この記事では、Elasticsearch/Kibanaのver5.xをインストールしている。2019年6月時点での最新版 7.1 をインストールしたい方は Fluentd/Elasticsearch7/Kibana7でsyslogを管理してみる のほうをご覧いただきたい。

rsyslogとjournaldのことの回で、長いことsyslog管理をほったらかしにしていたことを告白したわけだが、これを機にFluentdで集めてKibanaで閲覧する環境を整えてみることにした。というわけでインストール手順と結果についてまとめてみる。

全体の構成はこんな感じだ。

受信サーバの準備

ではまず受信サーバを準備しよう。

Elasticsearch/Kibanaのインストール

Elasticsearch/Kibanaの運用にどれぐらいのスペックが必要なのかいまいちよく分からない。管理対象のサーバは10台になるかならないかぐらいなのだが、Zabbixサーバに同居させるのはちょっと不安だったので、新しく専用のサーバを立てることにした。というわけで何もないところからスタートだ。

最初に、yumのためにrepoファイルを作成する。面倒だが手動だ。コピペできるようにバッチ風に書いておこう。

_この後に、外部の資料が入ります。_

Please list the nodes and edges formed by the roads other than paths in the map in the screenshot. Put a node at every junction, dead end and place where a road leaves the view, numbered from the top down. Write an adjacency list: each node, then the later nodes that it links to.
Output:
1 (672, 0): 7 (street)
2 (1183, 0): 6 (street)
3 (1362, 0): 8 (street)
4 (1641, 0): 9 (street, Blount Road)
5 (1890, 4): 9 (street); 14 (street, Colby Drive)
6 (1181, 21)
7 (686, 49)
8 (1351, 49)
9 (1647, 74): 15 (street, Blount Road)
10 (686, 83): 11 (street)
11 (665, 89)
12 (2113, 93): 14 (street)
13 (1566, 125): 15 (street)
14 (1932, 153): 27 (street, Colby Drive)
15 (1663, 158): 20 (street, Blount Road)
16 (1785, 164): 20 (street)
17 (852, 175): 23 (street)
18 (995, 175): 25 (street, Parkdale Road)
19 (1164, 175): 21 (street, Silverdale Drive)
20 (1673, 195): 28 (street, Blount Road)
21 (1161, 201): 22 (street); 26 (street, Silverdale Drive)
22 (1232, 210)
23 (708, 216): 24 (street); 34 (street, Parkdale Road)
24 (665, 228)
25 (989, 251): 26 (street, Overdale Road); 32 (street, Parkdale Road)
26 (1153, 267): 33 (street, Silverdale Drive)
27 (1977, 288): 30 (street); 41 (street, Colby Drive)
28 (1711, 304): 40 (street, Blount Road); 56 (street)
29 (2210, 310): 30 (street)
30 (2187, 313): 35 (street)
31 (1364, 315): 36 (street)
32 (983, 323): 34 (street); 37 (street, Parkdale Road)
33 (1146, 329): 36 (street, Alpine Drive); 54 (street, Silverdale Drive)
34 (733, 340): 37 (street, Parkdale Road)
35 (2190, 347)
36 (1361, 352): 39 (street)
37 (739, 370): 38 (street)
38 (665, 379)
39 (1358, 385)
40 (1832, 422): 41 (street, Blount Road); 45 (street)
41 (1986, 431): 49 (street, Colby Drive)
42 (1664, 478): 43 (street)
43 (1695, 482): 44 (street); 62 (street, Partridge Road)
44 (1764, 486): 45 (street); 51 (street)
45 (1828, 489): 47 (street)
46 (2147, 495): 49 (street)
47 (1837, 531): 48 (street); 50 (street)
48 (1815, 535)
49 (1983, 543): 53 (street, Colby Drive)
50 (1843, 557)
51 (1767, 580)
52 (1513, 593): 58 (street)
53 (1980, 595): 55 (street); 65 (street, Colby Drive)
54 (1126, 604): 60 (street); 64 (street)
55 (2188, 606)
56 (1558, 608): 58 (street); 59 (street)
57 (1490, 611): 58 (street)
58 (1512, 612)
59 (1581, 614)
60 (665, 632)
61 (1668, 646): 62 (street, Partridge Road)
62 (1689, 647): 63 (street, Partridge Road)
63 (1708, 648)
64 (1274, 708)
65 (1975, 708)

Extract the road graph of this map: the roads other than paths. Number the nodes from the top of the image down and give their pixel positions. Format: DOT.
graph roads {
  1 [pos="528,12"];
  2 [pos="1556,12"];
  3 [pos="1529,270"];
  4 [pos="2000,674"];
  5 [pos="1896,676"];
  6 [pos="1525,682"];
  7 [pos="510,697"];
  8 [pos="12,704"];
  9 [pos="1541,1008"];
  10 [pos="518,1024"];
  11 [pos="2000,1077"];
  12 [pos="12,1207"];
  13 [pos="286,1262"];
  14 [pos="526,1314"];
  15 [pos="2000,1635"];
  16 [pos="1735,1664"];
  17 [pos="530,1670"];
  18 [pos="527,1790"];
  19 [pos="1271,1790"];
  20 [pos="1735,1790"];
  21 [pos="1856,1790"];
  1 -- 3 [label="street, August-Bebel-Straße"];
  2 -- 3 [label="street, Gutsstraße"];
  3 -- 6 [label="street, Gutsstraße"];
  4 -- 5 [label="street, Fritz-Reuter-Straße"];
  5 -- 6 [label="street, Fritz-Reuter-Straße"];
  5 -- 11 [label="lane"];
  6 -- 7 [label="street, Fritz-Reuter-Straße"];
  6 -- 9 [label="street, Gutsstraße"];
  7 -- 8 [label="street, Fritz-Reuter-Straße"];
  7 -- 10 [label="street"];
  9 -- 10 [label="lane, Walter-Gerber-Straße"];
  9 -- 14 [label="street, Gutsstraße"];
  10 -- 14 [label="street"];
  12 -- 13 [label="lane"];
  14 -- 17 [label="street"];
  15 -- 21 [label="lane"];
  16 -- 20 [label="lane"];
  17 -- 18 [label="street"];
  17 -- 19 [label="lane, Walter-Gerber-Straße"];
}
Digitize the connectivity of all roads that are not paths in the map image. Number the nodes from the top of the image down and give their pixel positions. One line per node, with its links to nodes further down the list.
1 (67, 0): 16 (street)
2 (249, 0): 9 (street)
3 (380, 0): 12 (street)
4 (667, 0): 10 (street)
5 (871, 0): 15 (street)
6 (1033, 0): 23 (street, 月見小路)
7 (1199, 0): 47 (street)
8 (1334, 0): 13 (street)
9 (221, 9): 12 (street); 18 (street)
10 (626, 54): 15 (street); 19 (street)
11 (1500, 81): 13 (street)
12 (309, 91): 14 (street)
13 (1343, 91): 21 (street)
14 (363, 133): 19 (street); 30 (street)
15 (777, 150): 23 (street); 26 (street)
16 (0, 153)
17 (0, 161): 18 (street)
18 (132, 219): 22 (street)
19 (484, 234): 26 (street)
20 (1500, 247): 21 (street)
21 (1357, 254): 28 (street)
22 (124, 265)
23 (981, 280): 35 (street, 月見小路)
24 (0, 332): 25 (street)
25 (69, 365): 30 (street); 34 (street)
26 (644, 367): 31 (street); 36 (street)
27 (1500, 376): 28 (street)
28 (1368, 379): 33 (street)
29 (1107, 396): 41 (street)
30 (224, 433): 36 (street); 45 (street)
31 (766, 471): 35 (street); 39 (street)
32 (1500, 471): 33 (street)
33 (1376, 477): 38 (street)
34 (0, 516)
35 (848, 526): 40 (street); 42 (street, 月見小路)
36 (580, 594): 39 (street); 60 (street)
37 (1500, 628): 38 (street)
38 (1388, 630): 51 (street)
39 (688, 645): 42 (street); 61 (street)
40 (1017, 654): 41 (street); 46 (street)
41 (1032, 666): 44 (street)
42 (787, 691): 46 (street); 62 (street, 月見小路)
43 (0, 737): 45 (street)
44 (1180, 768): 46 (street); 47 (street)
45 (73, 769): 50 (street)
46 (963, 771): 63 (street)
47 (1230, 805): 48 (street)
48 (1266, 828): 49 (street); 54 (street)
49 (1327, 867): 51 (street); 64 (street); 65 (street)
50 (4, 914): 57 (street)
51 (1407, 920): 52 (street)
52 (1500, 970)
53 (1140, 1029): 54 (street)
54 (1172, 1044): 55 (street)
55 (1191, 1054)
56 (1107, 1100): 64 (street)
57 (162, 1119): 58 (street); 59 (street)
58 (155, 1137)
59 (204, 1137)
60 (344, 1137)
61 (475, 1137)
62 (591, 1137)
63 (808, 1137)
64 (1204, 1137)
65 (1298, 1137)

cat <<EOL >/etc/yum.repos.d/elasticsearch.repo
[elasticsearch-5.x]
name=Elasticsearch repository for 5.x packages
baseurl=https://artifacts.elastic.co/packages/5.x/yum
gpgcheck=1
gpgkey=https://artifacts.elastic.co/GPG-KEY-elasticsearch
enabled=1
autorefresh=1
type=rpm-md
EOL

こうしておいて、yum installする。

rpm --import https://artifacts.elastic.co/GPG-KEY-elasticsearch
yum install java-1.8.0-openjdk elasticsearch kibana

続いてBasic認証ぐらいさせたいのでx-packをインストールする。

/usr/share/elasticsearch/bin/elasticsearch-plugin install x-pack
/usr/share/kibana/bin/kibana-plugin install x-pack

Elasticsearchの設定ファイルは /etc/elasticsearch/elasticsearch.yml だ。こんな風に書く。

cluster.name: クラスタ名
node.name: ノード名
network.host: 0.0.0.0
transport.host: localhost
transport.tcp.port: 9300

もうひとつ、/etc/elasticsearch/jvm.options にメモリ量に応じてオプションを指定する。

-Xms2g
-Xmx2g
# メモリの半分を指定

Kibanaの設定ファイルは /etc/kibana/kibana.yml だ。

server.host: "0.0.0.0"
elasticsearch.url: "http://受信サーバ名:9200"

次にファイアウォールを設定する。Kibanaにアクセスするだけなら5601ポートを開ければよい。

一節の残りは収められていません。